The UK is the only sovereign state in the world to impose Christian worship as standard in state schools.
Current law in England and Wales requires all state-funded schools to conduct daily acts of ‘worship’, and where the school is not religious, this still must be of a ‘Christian character’.
Parents can withdraw their children from this, but such pupils are typically isolated from their peers and often miss out on the opportunity to participate in the collective life of the school as a result.
These pupils are rarely given any sort of meaningful alternative to worship – they are usually left to waste valuable learning time sitting in hallways or empty classrooms until their classmates return.
We are supporting parents Lee and Lizanne Harris who are taking legal action to challenge the Church of England trust that runs their children’s school – which is not legally a faith school – for failing to provide their children with a meaningful educational alternative to Christian worship.
Lee and Lizanne are worried that assemblies at their children’s school treat Christian beliefs as true and have involved re-enactments of Bible stories, including the crucifixion. When they opted their children out of these sessions, the children were simply left to sit with a teaching assistant and play on an iPad.
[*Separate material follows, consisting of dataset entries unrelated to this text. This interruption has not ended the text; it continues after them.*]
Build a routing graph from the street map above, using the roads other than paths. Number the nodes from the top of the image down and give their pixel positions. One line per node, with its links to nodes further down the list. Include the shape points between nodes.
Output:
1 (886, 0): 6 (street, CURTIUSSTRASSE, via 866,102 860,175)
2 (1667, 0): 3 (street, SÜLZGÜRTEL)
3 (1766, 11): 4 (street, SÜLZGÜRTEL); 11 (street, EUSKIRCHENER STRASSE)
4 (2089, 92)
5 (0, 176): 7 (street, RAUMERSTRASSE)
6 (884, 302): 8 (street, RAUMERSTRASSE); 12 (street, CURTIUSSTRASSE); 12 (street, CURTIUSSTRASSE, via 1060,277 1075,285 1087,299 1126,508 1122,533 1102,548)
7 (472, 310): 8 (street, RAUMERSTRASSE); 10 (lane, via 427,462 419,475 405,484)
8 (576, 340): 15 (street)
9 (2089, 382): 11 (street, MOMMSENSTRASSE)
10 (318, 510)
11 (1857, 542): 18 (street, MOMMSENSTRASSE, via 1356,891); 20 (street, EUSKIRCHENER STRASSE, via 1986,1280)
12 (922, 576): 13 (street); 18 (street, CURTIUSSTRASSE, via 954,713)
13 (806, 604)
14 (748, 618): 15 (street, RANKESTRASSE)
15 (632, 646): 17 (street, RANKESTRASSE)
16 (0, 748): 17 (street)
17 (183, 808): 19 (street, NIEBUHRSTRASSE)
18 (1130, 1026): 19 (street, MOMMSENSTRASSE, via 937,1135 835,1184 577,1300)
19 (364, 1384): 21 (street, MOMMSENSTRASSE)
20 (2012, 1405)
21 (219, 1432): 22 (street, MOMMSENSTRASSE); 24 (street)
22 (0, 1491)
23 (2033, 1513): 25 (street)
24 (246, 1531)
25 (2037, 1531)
No child should be wasting prolonged periods of the school day without meaningful educational activity simply because they do not hold Christian beliefs.
All children have a right to participate in fully inclusive assemblies which bring the school community together and treat everyone as equal irrespective of background.
Please end compulsory worship and introduce a requirement that schools conduct inclusive assemblies, which promote the development of all pupils, regardless of their religious or non-religious beliefs.